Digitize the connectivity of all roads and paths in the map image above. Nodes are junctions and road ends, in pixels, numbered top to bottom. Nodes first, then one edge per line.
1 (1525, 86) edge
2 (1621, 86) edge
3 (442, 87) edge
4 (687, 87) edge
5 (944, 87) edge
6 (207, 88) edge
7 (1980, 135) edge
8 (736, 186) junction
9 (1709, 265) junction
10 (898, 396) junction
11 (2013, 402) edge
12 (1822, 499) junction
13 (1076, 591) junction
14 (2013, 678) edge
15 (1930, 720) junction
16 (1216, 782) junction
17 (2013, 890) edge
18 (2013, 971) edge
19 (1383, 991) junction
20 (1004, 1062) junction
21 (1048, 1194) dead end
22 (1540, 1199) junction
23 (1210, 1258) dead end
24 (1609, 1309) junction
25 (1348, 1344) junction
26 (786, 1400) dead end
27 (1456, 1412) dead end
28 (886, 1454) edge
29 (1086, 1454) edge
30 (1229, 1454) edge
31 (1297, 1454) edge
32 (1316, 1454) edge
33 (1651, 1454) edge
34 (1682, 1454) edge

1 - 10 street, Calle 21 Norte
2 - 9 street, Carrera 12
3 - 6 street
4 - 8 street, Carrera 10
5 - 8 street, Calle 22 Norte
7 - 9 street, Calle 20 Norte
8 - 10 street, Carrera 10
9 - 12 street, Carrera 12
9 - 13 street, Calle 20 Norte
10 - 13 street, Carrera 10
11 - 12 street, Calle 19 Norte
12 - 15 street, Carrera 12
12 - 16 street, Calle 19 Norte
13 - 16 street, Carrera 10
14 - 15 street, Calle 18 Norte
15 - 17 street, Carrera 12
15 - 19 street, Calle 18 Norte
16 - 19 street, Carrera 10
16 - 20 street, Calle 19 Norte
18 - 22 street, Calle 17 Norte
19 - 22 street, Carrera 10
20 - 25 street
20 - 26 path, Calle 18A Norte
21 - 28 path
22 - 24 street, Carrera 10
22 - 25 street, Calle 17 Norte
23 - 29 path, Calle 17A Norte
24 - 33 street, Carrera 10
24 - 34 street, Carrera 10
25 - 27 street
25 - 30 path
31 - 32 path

○ ○ ○ ○ ○

Every entry must be repeated exactly; none may be skipped.

Digitize the connectivity of all roads and paths in the map image above. Nodes are junctions and road ends, in pixels, numbered top to bottom. Nodes first, then one edge per line.
1 (1525, 86) edge
2 (1621, 86) edge
3 (442, 87) edge
4 (687, 87) edge
5 (944, 87) edge
6 (207, 88) edge
7 (1980, 135) edge
8 (736, 186) junction
9 (1709, 265) junction
10 (898, 396) junction
11 (2013, 402) edge
12 (1822, 499) junction
13 (1076, 591) junction
14 (2013, 678) edge
15 (1930, 720) junction
16 (1216, 782) junction
17 (2013, 890) edge
18 (2013, 971) edge
19 (1383, 991) junction
20 (1004, 1062) junction
21 (1048, 1194) dead end
22 (1540, 1199) junction
23 (1210, 1258) dead end
24 (1609, 1309) junction
25 (1348, 1344) junction
26 (786, 1400) dead end
27 (1456, 1412) dead end
28 (886, 1454) edge
29 (1086, 1454) edge
30 (1229, 1454) edge
31 (1297, 1454) edge
32 (1316, 1454) edge
33 (1651, 1454) edge
34 (1682, 1454) edge

1 - 10 street, Calle 21 Norte
2 - 9 street, Carrera 12
3 - 6 street
4 - 8 street, Carrera 10
5 - 8 street, Calle 22 Norte
7 - 9 street, Calle 20 Norte
8 - 10 street, Carrera 10
9 - 12 street, Carrera 12
9 - 13 street, Calle 20 Norte
10 - 13 street, Carrera 10
11 - 12 street, Calle 19 Norte
12 - 15 street, Carrera 12
12 - 16 street, Calle 19 Norte
13 - 16 street, Carrera 10
14 - 15 street, Calle 18 Norte
15 - 17 street, Carrera 12
15 - 19 street, Calle 18 Norte
16 - 19 street, Carrera 10
16 - 20 street, Calle 19 Norte
18 - 22 street, Calle 17 Norte
19 - 22 street, Carrera 10
20 - 25 street
20 - 26 path, Calle 18A Norte
21 - 28 path
22 - 24 street, Carrera 10
22 - 25 street, Calle 17 Norte
23 - 29 path, Calle 17A Norte
24 - 33 street, Carrera 10
24 - 34 street, Carrera 10
25 - 27 street
25 - 30 path
31 - 32 path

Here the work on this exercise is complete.